It is to be observed, that straight lines vary only in length, and therefore are least ornamental. That curved lines as they can be varied in their degrees of curvature as well as in their lengths, begin on that account to be ornamental. That straight and curv'd lines join'd, being a compound line, vary more than curves alone, and so become somewhat more ornamental. That the waving line, or line of beauty, varying still more, being composed of two curves contrasted, becomes still more ornamental and pleasing, insomuch that the hand takes a lively movement in making it with pen or pencil.

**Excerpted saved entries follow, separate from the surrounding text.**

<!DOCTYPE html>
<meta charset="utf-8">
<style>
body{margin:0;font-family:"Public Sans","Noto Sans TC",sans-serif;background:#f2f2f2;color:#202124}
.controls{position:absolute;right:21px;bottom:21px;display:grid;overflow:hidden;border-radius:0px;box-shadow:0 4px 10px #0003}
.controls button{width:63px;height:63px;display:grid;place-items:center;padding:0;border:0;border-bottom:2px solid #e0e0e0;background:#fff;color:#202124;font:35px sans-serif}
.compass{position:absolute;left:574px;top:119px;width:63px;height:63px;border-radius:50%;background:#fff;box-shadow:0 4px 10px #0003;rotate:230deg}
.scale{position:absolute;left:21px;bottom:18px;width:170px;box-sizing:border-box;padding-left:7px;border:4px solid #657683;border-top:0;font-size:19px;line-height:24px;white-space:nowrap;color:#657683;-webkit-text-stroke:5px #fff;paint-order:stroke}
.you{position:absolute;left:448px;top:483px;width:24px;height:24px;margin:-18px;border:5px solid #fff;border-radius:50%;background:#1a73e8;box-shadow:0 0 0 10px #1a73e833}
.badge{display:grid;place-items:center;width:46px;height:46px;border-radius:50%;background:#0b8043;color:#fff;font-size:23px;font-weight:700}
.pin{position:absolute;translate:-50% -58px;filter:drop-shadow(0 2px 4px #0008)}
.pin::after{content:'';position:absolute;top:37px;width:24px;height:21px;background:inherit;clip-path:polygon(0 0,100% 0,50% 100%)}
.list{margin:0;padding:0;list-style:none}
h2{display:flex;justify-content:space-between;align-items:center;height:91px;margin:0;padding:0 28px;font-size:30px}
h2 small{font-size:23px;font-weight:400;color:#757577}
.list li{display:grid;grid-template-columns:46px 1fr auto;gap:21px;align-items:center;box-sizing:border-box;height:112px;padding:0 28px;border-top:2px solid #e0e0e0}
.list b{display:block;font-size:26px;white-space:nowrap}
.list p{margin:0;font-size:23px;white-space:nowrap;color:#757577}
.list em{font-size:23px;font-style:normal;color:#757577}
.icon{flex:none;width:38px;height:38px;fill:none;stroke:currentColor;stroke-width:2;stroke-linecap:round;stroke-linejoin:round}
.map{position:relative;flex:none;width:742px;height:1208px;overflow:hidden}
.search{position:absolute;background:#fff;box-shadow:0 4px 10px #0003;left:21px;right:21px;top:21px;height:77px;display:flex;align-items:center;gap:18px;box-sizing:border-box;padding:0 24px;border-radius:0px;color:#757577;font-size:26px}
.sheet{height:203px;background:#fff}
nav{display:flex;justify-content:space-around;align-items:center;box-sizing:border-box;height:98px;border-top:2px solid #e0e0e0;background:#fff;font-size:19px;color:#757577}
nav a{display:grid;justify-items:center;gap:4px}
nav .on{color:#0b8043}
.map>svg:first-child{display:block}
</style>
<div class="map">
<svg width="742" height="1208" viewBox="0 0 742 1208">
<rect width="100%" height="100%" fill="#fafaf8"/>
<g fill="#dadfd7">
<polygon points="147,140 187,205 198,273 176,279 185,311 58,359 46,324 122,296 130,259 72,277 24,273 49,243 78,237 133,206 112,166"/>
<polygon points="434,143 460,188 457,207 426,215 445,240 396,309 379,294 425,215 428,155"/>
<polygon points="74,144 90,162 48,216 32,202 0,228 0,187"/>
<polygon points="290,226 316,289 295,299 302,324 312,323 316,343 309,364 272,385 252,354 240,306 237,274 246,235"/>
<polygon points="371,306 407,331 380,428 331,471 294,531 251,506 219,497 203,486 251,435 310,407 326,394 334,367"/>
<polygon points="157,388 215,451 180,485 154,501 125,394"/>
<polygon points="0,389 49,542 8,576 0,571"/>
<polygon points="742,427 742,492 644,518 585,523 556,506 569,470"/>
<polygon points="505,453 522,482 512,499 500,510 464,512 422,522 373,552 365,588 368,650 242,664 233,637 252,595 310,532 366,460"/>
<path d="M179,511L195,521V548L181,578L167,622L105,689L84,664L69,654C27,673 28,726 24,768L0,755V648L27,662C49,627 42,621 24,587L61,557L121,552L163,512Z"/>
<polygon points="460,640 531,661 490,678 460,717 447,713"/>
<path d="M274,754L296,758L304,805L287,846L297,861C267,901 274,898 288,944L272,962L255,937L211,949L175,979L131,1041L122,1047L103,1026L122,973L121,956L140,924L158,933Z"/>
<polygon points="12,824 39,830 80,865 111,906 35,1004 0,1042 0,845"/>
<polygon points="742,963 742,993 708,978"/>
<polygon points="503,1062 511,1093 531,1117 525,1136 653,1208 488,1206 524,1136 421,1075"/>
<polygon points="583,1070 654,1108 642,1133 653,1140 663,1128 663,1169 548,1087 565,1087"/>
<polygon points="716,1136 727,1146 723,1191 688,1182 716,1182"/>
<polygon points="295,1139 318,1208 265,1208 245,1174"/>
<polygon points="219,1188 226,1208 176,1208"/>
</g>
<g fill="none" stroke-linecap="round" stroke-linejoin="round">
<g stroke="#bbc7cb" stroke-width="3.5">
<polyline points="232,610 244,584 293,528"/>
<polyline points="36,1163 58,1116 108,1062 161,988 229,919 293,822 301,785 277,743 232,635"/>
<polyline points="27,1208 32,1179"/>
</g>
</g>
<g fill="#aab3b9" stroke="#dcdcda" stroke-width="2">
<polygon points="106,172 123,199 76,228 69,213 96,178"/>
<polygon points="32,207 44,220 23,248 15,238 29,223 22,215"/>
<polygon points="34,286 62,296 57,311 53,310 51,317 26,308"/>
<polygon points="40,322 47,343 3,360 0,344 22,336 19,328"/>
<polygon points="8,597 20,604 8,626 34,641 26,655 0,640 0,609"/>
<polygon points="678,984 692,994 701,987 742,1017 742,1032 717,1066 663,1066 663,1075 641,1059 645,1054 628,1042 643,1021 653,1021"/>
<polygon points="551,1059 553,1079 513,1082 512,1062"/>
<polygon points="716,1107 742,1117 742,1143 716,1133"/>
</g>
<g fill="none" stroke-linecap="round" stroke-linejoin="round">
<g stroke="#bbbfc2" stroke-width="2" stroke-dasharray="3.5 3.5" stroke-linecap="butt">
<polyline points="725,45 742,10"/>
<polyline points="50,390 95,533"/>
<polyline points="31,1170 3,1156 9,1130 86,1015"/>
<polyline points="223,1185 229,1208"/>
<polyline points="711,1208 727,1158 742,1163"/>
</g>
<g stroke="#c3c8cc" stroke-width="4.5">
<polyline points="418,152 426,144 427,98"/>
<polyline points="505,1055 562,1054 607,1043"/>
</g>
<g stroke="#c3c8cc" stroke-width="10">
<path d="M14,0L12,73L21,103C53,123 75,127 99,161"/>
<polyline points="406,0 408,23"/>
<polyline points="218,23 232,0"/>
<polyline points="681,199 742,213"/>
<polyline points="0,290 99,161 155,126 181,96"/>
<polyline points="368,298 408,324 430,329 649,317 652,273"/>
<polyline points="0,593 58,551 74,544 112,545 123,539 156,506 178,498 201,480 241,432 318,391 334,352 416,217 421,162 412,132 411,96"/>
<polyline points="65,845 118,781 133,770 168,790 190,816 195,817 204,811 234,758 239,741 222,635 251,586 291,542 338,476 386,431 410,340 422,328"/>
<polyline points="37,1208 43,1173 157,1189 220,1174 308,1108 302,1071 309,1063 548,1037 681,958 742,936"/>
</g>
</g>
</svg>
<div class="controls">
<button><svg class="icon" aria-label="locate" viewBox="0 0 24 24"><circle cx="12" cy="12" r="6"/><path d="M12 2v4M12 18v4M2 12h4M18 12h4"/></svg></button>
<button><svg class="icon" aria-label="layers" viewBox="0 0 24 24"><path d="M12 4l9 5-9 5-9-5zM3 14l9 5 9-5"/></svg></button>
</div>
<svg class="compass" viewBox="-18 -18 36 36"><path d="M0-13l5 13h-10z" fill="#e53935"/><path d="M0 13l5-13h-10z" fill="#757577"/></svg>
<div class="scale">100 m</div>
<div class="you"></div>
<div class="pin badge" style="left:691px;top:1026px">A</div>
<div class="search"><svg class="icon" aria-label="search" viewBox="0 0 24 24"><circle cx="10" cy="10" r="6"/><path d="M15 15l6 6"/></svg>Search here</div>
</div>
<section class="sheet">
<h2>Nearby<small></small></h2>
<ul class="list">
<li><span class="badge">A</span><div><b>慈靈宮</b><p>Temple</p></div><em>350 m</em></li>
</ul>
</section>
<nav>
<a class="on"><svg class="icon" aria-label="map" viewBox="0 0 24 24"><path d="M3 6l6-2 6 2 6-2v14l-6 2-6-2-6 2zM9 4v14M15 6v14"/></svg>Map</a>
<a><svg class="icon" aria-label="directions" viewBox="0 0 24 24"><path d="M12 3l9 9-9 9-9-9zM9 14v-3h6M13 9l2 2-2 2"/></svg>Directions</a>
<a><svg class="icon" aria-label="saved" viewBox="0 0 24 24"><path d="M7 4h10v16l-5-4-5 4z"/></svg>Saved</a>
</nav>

Hogarth, The Analysis of Beauty (1753)
Alan Hollinghurst's first novel, The Swimming Pool Library (1988), is set during the summer of 1983. The narrator, William Beckwith, is a young aristocrat of leisure. He lives in Holland Park, swims at the Corinthian Club, a gay gym on Great Russell Street ('the masterpiece of the architect Frank Orme, whom I once met at my grandfather's'), and picks up men everywhere. In a public lavatory in Hyde Park, he picks up, in a quite different sense, an elderly man who has collapsed at the urinal. This is Charles, Lord Nantwich, who also swims at the Corry, and is looking for someone to write his biography: he hires Will. Charles's diaries are in counterpoint to Will's narrative, describing life as a gay man in Britain when gay sex was a crime.